Governors resist pressure for alternatives on SCHIP

State governors are resisting administration pressure to consider something other than swift congressional action to fill a funding shortfall for their children’s health insurance programs.

High up the agenda of the National Governors Association (NGA) winter meeting that ended Monday were demands for $745 million in new federal money to keep as many as 14 states from having to take drastic actions to keep their State Children’s Health Insurance Programs (SCHIPs) afloat through the end of the fiscal year.

Georgia Gov. Sonny Perdue (R) has frozen enrollment in his state’s program, which faces an estimated $118 million shortfall this year.

Governors have pressed President Bush for help and sent a letter to congressional leaders in both parties Monday asking for more money this year.

The program expires at the end of the fiscal year and anxiety about short-term funding is only one part of a broader debate about the size and scope of SCHIP that pits congressional Democrats and governors against the administration.

Congressional Democrats are working on a short-term funding bill that could be attached to the supplemental appropriations bill to fund the wars in Iraq and Afghanistan.

The administration says it wants legislative solutions to the financing shortfalls, Health and Human Services (HHS) Secretary Mike Leavitt emphasized at the NGA meeting Monday.

But Leavitt also said the administration is ready for states to collaborate on ways to protect their beneficiaries if new appropriations do not come through.

“We are working on developing contingency plans to assure that people do not lose their healthcare, but I feel confident that working with Congress we can resolve this,” Leavitt said. The administration has also proposed that states with unspent SCHIP allocations transfer them to states with shortfalls, but governors have been cool to the idea.

The governors have sought to portray the SCHIP funding shortfalls as a crisis demanding quick passage of additional funds and say Congress and the administration bear responsibility for preventing low-income children from losing health coverage.

But the governors so far have declined to pursue alternative means to maintain coverage for these children (and, in some cases, their parents) that already exist under law.

An HHS spokeswoman said, “We have offered to work with states, beyond the congressional action … on trying to come up with solutions” that would require administrative amendments to their SCHIP and Medicaid programs.

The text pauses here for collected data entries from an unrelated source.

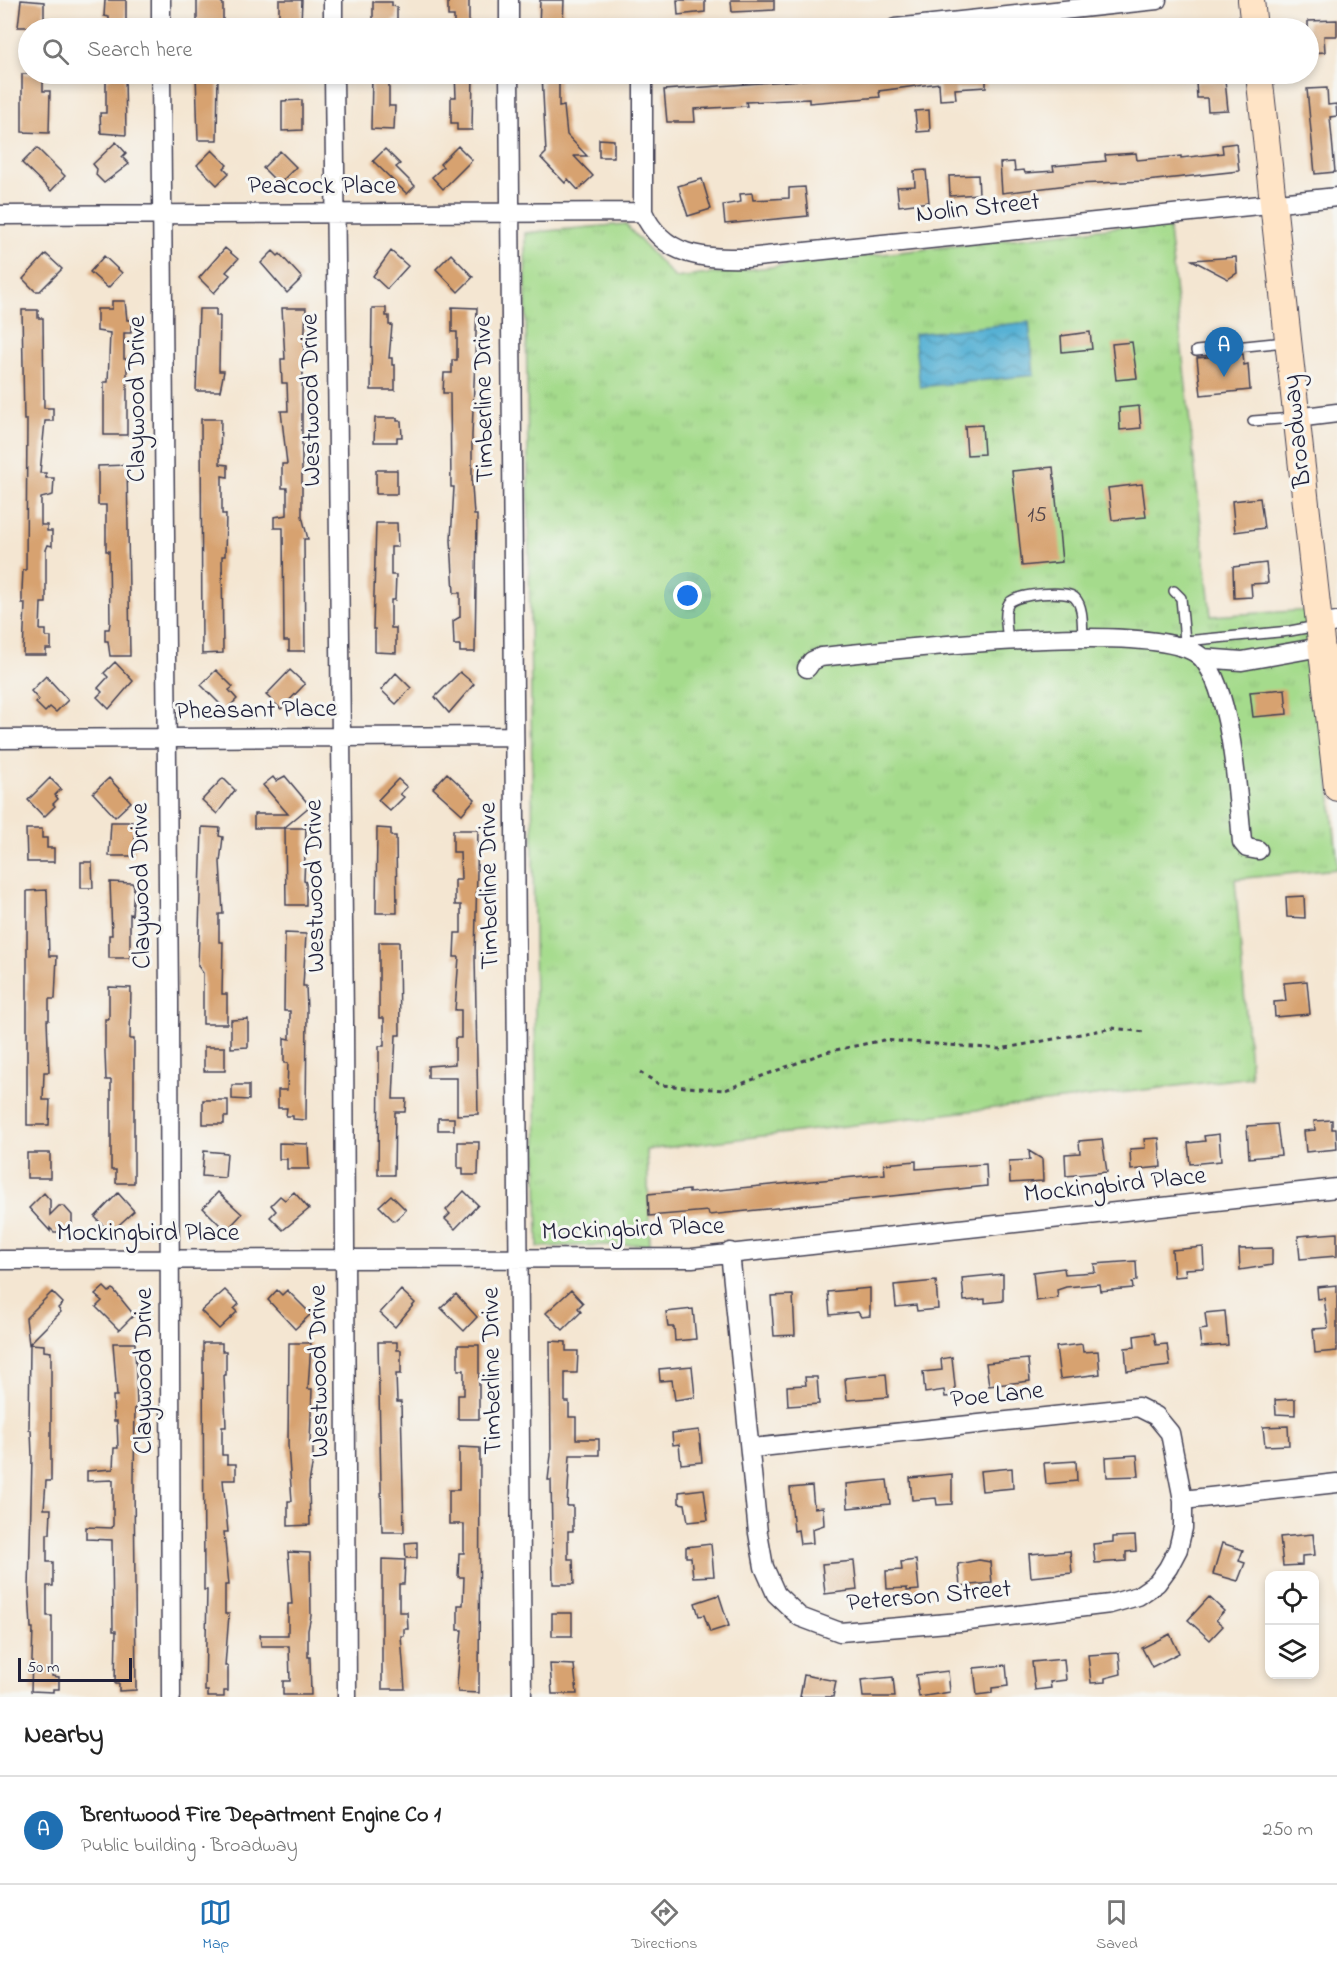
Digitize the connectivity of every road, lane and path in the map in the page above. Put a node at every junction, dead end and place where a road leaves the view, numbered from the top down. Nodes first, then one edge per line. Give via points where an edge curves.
1 (161, 0) edge
2 (333, 0) edge
3 (509, 0) edge
4 (1157, 0) edge
5 (1251, 0) edge
6 (161, 18) edge
7 (333, 18) edge
8 (509, 18) edge
9 (989, 18) edge
10 (1253, 18) edge
11 (161, 84) edge
12 (334, 84) edge
13 (509, 84) edge
14 (643, 84) edge
15 (1260, 84) edge
16 (1337, 197) edge
17 (1273, 204) junction
18 (335, 212) junction
19 (509, 212) junction
20 (643, 212) junction
21 (162, 213) junction
22 (0, 215) edge
23 (1288, 342) junction
24 (1196, 351) dead end
25 (1337, 413) edge
26 (1296, 418) junction
27 (1253, 421) dead end
28 (1174, 591) dead end
29 (1326, 632) edge
30 (1083, 639) junction
31 (1008, 640) junction
32 (1185, 641) junction
33 (1153, 643) junction
34 (1202, 658) junction
35 (807, 668) dead end
36 (340, 736) junction
37 (513, 736) junction
38 (166, 738) junction
39 (0, 739) edge
40 (1337, 788) edge
41 (1257, 850) dead end
42 (1144, 1032) dead end
43 (640, 1072) dead end
44 (1337, 1188) edge
45 (730, 1252) junction
46 (518, 1259) junction
47 (0, 1260) edge
48 (170, 1260) junction
49 (344, 1260) junction
50 (752, 1448) junction
51 (1337, 1483) edge
52 (1183, 1500) junction
53 (171, 1697) edge
54 (347, 1697) edge
55 (522, 1697) edge

1 - 6 street
2 - 7 street
3 - 8 street
4 - 9 street
5 - 10 street
11 - 21 street, Claywood Drive
12 - 18 street, Westwood Drive
13 - 19 street, Timberline Drive
14 - 20 street
15 - 17 street, Broadway
16 - 17 street, Nolin Street
17 - 20 street, Nolin Street via 710,259 684,254 660,238
17 - 23 street, Broadway
18 - 19 street, Peacock Place
18 - 21 street, Peacock Place
18 - 36 street, Westwood Drive
19 - 20 street, Peacock Place
19 - 37 street, Timberline Drive
21 - 22 street, Peacock Place
21 - 38 street, Claywood Drive
23 - 24 lane
23 - 26 street, Broadway
25 - 26 street
26 - 27 lane
26 - 29 street, Broadway
28 - 32 lane via 1180,598
29 - 32 lane via 1290,631
29 - 34 street via 1242,661
29 - 40 street, Broadway
30 - 31 street
30 - 31 lane via 1080,605 1065,592 1016,598 1008,604
30 - 33 street
31 - 35 street via 821,657
32 - 33 lane
33 - 34 street via 1186,649
34 - 41 street via 1212,676 1228,729 1242,842
36 - 37 street, Pheasant Place
36 - 38 street, Pheasant Place
36 - 49 street, Westwood Drive
37 - 46 street, Timberline Drive
38 - 39 street, Pheasant Place
38 - 48 street, Claywood Drive
42 - 43 path via 1113,1028 1000,1049 884,1040 826,1052 725,1090 660,1085
44 - 45 street, Mockingbird Place
45 - 46 street, Mockingbird Place via 692,1258
45 - 50 street, Peterson Street
46 - 49 street, Mockingbird Place
46 - 55 street, Timberline Drive
47 - 48 street, Mockingbird Place
48 - 49 street, Mockingbird Place
48 - 53 street, Claywood Drive
49 - 54 street, Westwood Drive
50 - 52 street, Poe Lane via 1138,1407 1162,1421 1170,1433
50 - 52 street, Peterson Street via 758,1533 764,1567 776,1594 800,1617 840,1632 1110,1604 1138,1596 1157,1583 1178,1549
51 - 52 street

One solution would be to shift state SCHIP beneficiaries into Medicaid. Although the federal and state governments share Medicaid and SCHIP costs, the children’s program is not an entitlement like Medicaid, so if federal funds dry up, states would be left to foot the entire cost. Under entitlement programs like Medicaid, the federal government’s financial responsibilities are open-ended.

New Jersey Gov. Jon Corzine (D) acknowledged that the states have at their disposal mechanisms other than more federal appropriations.

“That’s a possibility,” Corzine said of transferring SCHIP beneficiaries into Medicaid, adding that money could be diverted from other healthcare programs. “I think there are different strategies of what they can engineer,” he added.

But Corzine said he would prefer more federal dollars this year for his state, which faces an estimated $157 million SCHIP shortfall and expects to run out of money by May. “I think the most important thing is to focus on getting the supplemental done in an expeditious and timely manner … so we don’t have to go through [these] stretch maneuvers,” he said.

In an analysis last Friday of the additional money needed to maintain SCHIP in its current state, the Congressional Budget Office (CBO) assumes that states would move children into Medicaid to deal with the shortfall. The CBO calculates that federal spending on Medicaid would decline by $30 million if $740 million in new money were allocated to SCHIP this year.

Moving SCHIP Kids into Medicaid could be complicated, said Cindy Mann, executive director of the Center for Children and Families at the Georgetown University Health Policy Institute. States must weigh the pros and cons of shifting children from program to program against the possibilities of freezing enrollment, dropping children off the rolls or reducing benefits, she said.

“A state can go back and forth at will,” Mann said, adding that it would be easier in states where SCHIP was established as an expansion of Medicaid than in states that set up entirely separate programs.

The federal government pays a higher rate to states for SCHIP than they do for Medicaid, Mann said.

Medicaid benefits also tend to be more generous than SCHIP benefits, so states that move children into Medicaid would confront a difficult political decision to move them back at a later date, said Joy Johnson Wilson, director of health policy at the National Conference of State Legislatures.

Because of the differences in federal payments for Medicaid and SCHIP, enrolling beneficiaries in Medicaid also would have a disruptive effect on states’ budget projections, Johnson Wilson said.